In letzter Zeit mehren sich Hinweise auf mangelnde Plausibilität einiger, den Gendatenbanken hinterlegter Sequenzen.

Hintergrund ist, dass einige Isolate, die in sehr grossem zeitlichen Abstand gewonnen wurden, sehr große Homologien aufweisen. Da allgemein vom Modell einer im Zeitverlauf (zumindest in einer gewissen Bandbreite) annähernd konstanten Genveränderung ausgegangen wird, wirft das Phänomen, dass zwei Sequenzen, im Abstand von einigen Jahrzehnten sich kaum unterscheiden, Fragen auf.

Kommt es unter bestimmten Voraussetzungen zu einem evolutionären Stillstand, z.B. wenn sich die Viren in Eis oder anderen abiogenen Medien befinden?

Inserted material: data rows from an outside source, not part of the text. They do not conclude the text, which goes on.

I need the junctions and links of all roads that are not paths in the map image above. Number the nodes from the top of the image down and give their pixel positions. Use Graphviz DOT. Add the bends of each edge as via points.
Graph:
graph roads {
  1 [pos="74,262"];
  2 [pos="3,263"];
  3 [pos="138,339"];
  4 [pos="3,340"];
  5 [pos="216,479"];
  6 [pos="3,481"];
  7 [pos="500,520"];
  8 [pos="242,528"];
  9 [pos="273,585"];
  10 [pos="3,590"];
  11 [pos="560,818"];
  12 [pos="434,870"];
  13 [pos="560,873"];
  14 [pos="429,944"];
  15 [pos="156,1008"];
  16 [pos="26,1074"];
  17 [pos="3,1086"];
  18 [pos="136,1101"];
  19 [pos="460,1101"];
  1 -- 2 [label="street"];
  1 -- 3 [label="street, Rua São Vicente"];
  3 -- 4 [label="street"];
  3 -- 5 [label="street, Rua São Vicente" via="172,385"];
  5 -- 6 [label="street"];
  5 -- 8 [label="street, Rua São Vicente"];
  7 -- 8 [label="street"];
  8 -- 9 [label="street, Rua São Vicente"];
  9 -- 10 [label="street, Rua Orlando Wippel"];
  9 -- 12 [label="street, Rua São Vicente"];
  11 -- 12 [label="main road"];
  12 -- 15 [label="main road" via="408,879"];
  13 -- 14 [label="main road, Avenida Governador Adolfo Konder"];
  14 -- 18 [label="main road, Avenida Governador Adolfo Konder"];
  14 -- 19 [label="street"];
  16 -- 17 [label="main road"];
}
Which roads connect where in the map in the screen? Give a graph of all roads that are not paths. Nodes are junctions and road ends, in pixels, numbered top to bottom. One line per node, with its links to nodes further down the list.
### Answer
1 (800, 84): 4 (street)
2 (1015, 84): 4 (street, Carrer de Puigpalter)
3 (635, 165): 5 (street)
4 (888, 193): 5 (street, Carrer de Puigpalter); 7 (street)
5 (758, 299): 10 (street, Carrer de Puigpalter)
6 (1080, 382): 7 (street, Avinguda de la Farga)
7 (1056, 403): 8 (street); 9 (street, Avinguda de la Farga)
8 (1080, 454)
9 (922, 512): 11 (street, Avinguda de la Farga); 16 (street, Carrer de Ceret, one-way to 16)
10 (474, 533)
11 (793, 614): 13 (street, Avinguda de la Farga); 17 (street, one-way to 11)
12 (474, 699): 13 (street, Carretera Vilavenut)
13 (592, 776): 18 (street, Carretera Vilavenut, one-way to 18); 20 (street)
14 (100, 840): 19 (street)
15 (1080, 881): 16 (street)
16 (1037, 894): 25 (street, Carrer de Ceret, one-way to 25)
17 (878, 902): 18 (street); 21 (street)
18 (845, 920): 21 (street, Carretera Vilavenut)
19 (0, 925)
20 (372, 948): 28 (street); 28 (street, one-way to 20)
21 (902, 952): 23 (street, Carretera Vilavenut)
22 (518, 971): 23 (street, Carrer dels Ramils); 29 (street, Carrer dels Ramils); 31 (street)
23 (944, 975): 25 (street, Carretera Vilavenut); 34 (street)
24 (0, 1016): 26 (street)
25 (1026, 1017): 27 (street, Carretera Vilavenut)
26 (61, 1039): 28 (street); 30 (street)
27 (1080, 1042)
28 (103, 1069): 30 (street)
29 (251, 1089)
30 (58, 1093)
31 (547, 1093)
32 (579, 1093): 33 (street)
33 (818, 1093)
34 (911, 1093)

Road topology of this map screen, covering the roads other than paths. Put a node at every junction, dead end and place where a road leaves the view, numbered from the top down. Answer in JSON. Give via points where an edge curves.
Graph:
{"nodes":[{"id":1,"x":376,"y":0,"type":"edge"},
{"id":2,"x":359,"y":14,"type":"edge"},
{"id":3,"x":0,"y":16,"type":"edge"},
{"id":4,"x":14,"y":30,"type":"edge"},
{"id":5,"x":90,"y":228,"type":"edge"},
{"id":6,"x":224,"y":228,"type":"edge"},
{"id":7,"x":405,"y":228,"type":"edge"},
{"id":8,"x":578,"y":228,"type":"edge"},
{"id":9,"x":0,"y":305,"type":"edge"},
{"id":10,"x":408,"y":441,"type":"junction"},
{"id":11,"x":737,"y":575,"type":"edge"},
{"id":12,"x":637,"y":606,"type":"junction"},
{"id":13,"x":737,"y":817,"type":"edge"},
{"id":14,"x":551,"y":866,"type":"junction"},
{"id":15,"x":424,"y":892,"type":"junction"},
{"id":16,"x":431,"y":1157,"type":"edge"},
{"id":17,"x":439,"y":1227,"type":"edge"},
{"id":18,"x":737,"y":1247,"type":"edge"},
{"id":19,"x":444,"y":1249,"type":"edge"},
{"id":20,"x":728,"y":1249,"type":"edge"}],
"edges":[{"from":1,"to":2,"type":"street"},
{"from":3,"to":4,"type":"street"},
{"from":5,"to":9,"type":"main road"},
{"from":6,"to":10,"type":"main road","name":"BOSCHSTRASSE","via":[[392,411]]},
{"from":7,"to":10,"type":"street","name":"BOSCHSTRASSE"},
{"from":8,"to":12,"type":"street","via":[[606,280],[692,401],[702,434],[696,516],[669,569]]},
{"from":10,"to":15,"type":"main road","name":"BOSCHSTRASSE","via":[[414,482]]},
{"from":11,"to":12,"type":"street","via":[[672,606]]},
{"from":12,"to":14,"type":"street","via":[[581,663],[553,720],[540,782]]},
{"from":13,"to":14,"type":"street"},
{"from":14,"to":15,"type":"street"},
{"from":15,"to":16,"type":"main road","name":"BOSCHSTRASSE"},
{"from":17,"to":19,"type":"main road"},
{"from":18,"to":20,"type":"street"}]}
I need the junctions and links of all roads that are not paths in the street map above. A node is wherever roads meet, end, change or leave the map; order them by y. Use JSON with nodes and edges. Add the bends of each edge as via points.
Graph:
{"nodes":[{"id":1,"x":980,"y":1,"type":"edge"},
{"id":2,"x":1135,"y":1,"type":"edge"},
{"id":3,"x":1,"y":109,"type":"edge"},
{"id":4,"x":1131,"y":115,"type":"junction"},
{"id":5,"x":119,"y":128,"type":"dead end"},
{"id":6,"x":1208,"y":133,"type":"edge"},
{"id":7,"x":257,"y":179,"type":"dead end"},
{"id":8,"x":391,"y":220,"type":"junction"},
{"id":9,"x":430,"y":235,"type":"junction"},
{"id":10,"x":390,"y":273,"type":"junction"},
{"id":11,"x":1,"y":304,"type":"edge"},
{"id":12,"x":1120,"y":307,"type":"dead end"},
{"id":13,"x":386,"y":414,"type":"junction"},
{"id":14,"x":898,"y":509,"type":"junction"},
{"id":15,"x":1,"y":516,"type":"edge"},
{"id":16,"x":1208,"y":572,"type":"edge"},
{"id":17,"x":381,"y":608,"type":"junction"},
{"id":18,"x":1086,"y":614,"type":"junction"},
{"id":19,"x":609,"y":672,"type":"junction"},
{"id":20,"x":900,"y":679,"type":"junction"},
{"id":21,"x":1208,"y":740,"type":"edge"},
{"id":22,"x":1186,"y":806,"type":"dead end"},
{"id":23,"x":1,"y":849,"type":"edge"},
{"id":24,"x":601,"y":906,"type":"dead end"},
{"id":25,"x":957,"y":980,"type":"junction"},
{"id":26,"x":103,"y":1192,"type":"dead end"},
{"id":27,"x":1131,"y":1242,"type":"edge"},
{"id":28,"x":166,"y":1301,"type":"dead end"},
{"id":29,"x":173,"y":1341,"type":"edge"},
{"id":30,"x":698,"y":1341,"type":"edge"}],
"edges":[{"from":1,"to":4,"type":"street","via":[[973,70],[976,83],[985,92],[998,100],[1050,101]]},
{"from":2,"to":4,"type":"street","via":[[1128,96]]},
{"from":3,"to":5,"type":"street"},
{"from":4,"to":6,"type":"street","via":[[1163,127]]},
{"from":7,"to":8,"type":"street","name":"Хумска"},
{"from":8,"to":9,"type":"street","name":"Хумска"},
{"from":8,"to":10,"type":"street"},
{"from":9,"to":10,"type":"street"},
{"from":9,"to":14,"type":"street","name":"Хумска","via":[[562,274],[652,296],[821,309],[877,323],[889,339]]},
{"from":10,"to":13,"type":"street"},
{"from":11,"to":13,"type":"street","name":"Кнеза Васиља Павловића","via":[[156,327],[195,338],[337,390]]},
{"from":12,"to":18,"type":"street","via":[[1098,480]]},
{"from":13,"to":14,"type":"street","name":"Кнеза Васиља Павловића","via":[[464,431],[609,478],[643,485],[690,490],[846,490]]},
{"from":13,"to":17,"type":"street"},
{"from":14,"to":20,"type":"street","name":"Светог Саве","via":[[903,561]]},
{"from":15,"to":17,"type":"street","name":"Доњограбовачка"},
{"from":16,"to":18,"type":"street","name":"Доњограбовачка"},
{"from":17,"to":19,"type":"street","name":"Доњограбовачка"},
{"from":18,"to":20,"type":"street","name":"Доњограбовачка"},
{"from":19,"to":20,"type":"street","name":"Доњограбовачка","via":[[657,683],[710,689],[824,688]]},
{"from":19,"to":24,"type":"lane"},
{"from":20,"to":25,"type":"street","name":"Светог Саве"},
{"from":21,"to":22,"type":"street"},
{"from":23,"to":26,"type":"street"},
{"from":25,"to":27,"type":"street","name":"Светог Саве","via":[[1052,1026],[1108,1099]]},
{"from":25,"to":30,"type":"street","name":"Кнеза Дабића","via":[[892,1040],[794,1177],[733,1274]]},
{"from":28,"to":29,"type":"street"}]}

Ist die Anpassung an einen bestimmten Wirt z.B. Wasservögel irgendwann so perfekt, dass sich die Viren nicht weiter anpassen können und jahrzehntelang unverändert bleiben?

Einige glauben (1,2), dass es schlicht um Laborfehler geht, z.B. Kontamination durch Laborstämme, die dann mitgemessen werden, oder um mutierte Impfstämme, die dann fälschlich als neu aufgetauchte Varianten interpretiert werden, die verblüffende Ähnlichkeit mit anderen, Jahre zuvor zirkulierenden Varianten aufweisen (3)

Da Problem bezieht sich übrigens nicht nur auf Influenza Viren.

(1) Anomalies in the Influenza Virus Genome Database: New Biology or Laboratory Errors? †
(2) Phylogenetic evidence against evolutionary stasis and natural abiotic reservoirs of influenza A virus.
(3) Previous H1N1 influenza A viruses circulating in the Mongolian population.